Task:
Retype exactly every line from the one that includes "thumb ip: (116, 130)" through the final line of the listing, both ends kept, and omit the pictures.

########################################

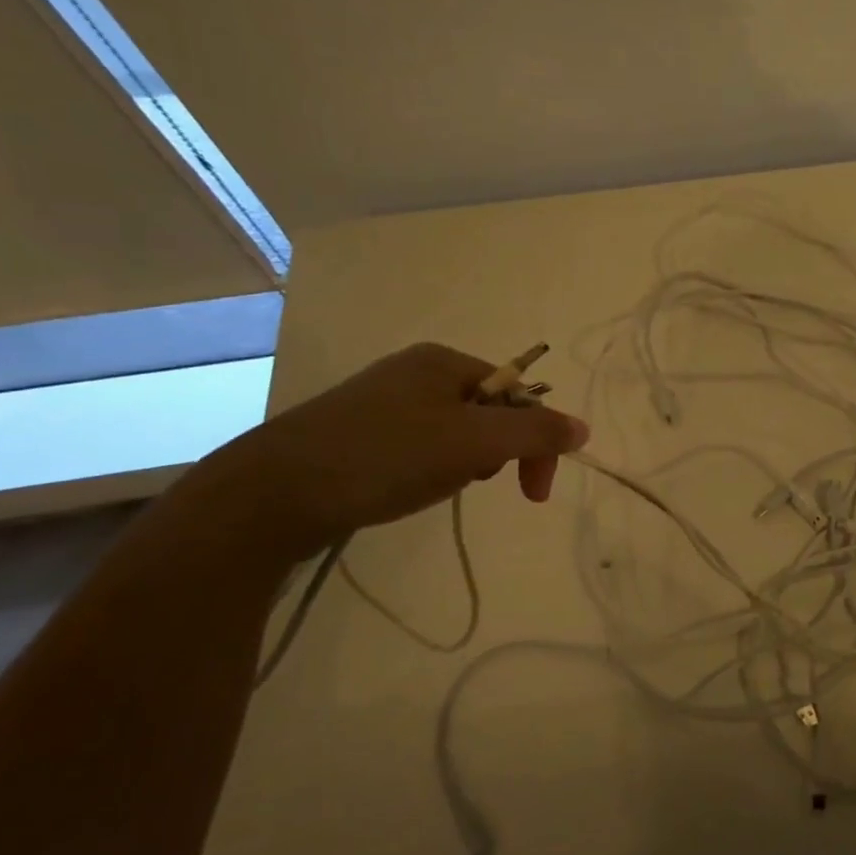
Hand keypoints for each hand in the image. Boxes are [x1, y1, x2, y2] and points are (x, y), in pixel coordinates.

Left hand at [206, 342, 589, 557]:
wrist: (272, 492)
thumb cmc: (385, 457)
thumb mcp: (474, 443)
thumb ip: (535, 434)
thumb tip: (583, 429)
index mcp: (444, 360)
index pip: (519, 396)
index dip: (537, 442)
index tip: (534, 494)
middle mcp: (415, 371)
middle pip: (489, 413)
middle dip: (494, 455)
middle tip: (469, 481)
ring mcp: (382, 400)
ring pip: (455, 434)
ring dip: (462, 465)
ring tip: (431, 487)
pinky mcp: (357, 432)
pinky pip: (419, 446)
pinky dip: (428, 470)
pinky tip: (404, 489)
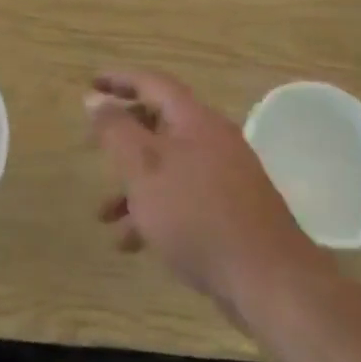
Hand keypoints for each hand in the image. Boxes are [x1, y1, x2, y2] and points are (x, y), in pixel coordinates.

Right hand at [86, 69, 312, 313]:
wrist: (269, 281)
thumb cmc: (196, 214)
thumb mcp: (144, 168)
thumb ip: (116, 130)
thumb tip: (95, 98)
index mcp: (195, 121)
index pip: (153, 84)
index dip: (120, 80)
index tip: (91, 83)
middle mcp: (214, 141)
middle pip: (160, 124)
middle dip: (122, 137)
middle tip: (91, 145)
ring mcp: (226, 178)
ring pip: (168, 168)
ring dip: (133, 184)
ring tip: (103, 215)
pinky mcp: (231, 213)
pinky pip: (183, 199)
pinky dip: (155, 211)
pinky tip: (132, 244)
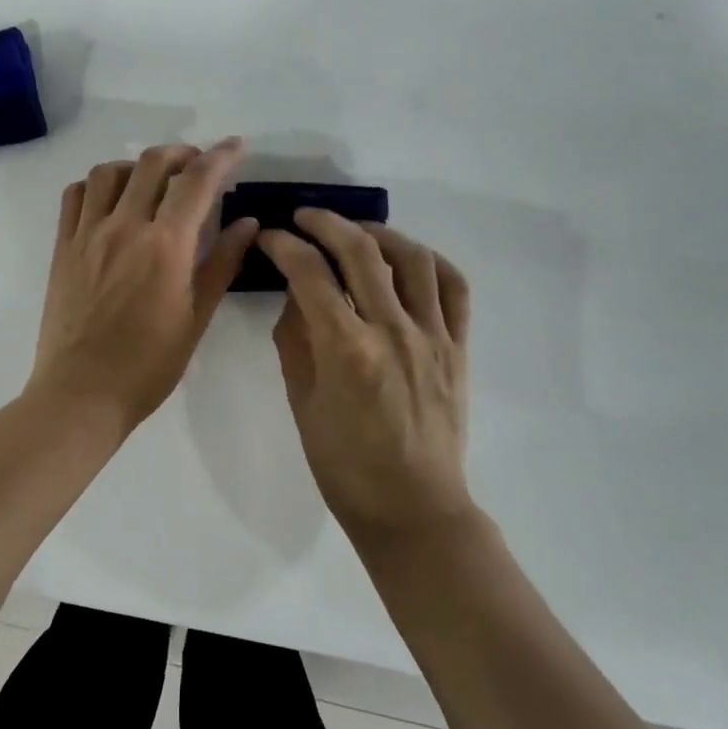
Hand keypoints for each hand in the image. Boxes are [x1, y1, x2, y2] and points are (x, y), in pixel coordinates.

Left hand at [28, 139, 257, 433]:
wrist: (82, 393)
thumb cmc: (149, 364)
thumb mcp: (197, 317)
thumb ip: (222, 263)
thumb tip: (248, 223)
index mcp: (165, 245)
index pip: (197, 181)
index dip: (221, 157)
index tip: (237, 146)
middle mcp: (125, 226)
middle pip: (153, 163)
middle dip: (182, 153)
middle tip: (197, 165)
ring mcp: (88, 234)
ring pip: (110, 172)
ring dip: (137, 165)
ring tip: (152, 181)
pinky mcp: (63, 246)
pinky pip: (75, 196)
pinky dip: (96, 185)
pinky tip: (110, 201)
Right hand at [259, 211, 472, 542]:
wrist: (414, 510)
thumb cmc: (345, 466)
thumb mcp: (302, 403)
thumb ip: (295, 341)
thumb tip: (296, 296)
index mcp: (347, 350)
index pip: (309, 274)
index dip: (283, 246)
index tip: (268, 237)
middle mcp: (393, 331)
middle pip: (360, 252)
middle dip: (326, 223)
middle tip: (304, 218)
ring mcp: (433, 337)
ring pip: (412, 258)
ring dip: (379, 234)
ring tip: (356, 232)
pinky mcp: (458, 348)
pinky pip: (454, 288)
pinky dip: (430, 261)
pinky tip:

########################################

Solution:
thumb ip: (116, 130)
thumb tip: (95, 98)
index mcp: (195, 121)
index pip: (153, 84)
index dip: (120, 80)
index tip: (91, 83)
middle mcp: (214, 141)
middle pip: (160, 124)
middle dip: (122, 137)
middle tip: (91, 145)
ring mcp: (226, 178)
ring pip: (168, 168)
ring dip: (133, 184)
ring tip: (103, 215)
pinky mcp: (231, 213)
pinky pip: (183, 199)
pinky dip: (155, 211)
pinky tip: (132, 244)
Hand keypoints for each hand in the image. Boxes are [x1, y1, x2, y2] and points are (x, y), in pixel coordinates.

Left hand at [28, 139, 257, 433]:
wrist: (82, 393)
thumb cmc: (149, 364)
thumb mcp: (197, 317)
thumb ip: (222, 263)
thumb tip: (248, 223)
index mcp: (165, 245)
index pip: (197, 181)
index dip: (221, 157)
index tip: (237, 146)
middle mcp: (125, 226)
middle pip: (153, 163)
middle dip: (182, 153)
middle tip: (197, 165)
ring mcp: (88, 234)
ring pip: (110, 172)
ring dip: (137, 165)
ring tip: (152, 181)
pinky mcp: (63, 246)
pinky pip: (75, 196)
pinky dip: (96, 185)
pinky tip: (110, 201)
Right hand at [259, 211, 472, 542]:
wrist: (414, 510)
thumb cmc: (345, 466)
thumb mcp: (302, 403)
thumb ip: (295, 341)
thumb tip: (296, 296)
index mcp: (347, 350)
index pip: (309, 274)
index dip: (283, 246)
index tip: (268, 237)
middle mcp: (393, 331)
middle pip: (360, 252)
middle dip: (326, 223)
middle tip: (304, 218)
ring mcp: (433, 337)
ring pip: (412, 258)
ring dip: (379, 234)
ring tip: (356, 232)
pinky mcp: (458, 348)
pinky pip: (454, 288)
pinky dip: (430, 261)
pinky tip:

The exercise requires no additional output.